For the most part this is a game that looks at horrible acts of violence happening far from the reach of special forces heroes and corporate science villains, and where it is frightening (and it often is), the sense of isolation is a vital component of the terror. You're stranded in a place inhabited by monstrous people, they want to kill you (or worse) and nothing else really matters. “GET OUT OF THE HOUSE”, as the prime objective says. Not “PUNCH THE WESKER” or “EXPLODE THE LAB”. Just GET OUT OF THE FUCKING HOUSE.
To my surprise, Resi 7 slots into the series neatly though, and without damaging the tone of this new entry. In part, that has nothing to do with the way that the connection plays out – and I won't spoil that at all – and has more to do with how traditional Resi 7 feels once you scratch beneath the surface. The things that you do, for the most part, wouldn't feel out of place in any of the core, numbered entries in the series The first-person perspective lends the horror a much greater immediacy than the camera angles of 1-3 and over-the-shoulder action cam of 4-6 could ever hope for, and the design of the Baker residence and the game's other areas makes the most of the new perspective. Like Alone in the Dark before it, Resident Evil often used its camera angles to make you feel as if your character was being watched. Where you were observed, you're now the observer, looking at every grim detail up close.
And it's no mistake that the Baker's home feels like a broken-down version of the Spencer Mansion. The latter was a front, hiding underground labs and dark secrets, but the Bakers have all their dirty laundry on display, and the skeletons have already left the closets; they're sitting down at the table waiting for dinner to be served. Ethan may or may not be that dinner.
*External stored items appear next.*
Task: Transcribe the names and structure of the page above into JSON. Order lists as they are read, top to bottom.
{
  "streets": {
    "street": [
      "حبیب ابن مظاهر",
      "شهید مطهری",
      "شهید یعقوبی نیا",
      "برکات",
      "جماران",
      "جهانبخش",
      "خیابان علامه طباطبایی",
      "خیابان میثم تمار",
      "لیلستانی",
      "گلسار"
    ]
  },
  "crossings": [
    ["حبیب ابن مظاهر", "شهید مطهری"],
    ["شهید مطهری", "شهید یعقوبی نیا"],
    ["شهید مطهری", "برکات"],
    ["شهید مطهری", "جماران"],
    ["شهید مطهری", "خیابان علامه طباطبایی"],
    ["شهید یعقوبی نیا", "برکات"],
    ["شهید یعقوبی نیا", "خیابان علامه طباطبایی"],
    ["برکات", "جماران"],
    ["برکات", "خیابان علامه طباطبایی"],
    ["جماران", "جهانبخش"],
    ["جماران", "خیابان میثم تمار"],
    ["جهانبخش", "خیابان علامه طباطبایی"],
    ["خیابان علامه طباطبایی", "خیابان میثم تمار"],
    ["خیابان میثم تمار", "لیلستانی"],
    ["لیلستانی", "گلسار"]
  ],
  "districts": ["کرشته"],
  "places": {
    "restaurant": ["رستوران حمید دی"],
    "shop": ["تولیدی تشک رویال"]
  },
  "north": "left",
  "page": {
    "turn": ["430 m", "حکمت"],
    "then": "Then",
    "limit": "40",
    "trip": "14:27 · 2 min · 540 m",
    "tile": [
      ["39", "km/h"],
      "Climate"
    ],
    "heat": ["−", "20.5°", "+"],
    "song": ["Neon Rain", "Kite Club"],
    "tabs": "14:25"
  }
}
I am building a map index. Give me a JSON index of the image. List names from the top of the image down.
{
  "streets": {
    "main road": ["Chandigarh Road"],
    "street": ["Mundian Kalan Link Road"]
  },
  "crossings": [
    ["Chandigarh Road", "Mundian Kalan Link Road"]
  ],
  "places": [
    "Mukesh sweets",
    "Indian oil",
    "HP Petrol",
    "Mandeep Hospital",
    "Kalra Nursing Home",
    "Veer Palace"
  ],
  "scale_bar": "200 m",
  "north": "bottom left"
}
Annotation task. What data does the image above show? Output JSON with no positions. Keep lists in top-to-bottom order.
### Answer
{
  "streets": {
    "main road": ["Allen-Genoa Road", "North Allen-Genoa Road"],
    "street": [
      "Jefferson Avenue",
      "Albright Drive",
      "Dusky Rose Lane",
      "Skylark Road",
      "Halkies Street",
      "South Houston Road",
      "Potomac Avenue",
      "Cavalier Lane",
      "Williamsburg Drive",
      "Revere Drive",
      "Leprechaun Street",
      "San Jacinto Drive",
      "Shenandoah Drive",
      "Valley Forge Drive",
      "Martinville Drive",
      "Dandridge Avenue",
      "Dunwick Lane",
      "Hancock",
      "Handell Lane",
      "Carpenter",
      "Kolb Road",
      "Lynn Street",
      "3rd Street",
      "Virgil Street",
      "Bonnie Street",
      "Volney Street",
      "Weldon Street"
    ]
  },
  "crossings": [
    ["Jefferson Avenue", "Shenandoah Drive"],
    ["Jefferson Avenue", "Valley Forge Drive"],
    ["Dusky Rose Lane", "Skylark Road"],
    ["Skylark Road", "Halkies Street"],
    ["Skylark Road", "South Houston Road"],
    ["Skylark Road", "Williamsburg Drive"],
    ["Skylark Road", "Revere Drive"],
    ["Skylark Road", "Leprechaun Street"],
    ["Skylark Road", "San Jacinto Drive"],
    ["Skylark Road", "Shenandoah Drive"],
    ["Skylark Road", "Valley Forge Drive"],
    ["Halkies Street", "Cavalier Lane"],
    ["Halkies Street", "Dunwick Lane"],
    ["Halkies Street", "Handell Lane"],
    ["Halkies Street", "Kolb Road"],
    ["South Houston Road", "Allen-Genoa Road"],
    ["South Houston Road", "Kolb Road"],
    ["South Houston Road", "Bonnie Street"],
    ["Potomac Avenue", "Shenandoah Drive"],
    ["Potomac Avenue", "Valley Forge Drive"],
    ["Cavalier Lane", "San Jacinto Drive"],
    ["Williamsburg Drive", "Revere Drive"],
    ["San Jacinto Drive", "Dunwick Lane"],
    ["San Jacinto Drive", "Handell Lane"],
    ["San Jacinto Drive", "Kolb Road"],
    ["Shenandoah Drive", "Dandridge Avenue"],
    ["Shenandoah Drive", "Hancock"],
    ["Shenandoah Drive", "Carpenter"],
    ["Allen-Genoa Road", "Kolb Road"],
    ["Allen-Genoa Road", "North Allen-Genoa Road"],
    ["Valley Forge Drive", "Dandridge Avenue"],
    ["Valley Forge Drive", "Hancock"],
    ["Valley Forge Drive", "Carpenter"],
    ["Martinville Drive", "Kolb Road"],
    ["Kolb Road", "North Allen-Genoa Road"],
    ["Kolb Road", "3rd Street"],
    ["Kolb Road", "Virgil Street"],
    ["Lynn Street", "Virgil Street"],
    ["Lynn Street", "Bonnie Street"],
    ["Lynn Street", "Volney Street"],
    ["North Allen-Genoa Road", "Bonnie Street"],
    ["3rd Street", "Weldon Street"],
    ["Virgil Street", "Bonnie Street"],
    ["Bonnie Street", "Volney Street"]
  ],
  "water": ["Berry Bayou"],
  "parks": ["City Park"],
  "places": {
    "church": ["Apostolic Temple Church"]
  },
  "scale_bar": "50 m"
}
We need to talk about Ethan. I nearly referred to him as Ethan Surname in the first paragraph because I genuinely couldn't remember his name, but I thought that might be confusing. He is Mr Surname though, a boring man who doesn't seem either frightened or curious enough about his situation. At one point he's trying to convince someone that he's an innocent, trapped, and he sounds like he's trying to explain that it wasn't him that blocked the toilet rather than that he's terrified for his life and trapped inside a horror house.
The game itself sometimes seems unsure of what it wants to be – whether it's Texas Chainsaw Massacre or one of the sequels that makes Leatherface into a bit of an oaf, and sniggers at his family – but it is so damn good at being all of the various things it attempts that it works tremendously in the end. Just as the original was never really a George Romero game, but rather its own weird little mashup of mad science and mutants, Resident Evil 7 is very much its own thing. Ethan is a bit of a blank at the centre of it though and thank god it's all in first-person so you can mostly ignore him.
And thank god for the Bakers. They're awful, spiteful and cruel, but most importantly, they're vocal. There are some similarities to Resi 3's Nemesis enemy, an unstoppable creature hunting you across the entire game, but these bastards are far more enjoyable. One of your first fights will be against a member of the family and it's a good example of how gunplay tends to go down. Put simply, bullets are hard to come by and not all that useful. There's a fair amount of combat throughout the game and you'll pack more than the initial peashooter of a pistol, but it's never the focus. Everything is more dangerous, and more interesting, than poor old Ethan.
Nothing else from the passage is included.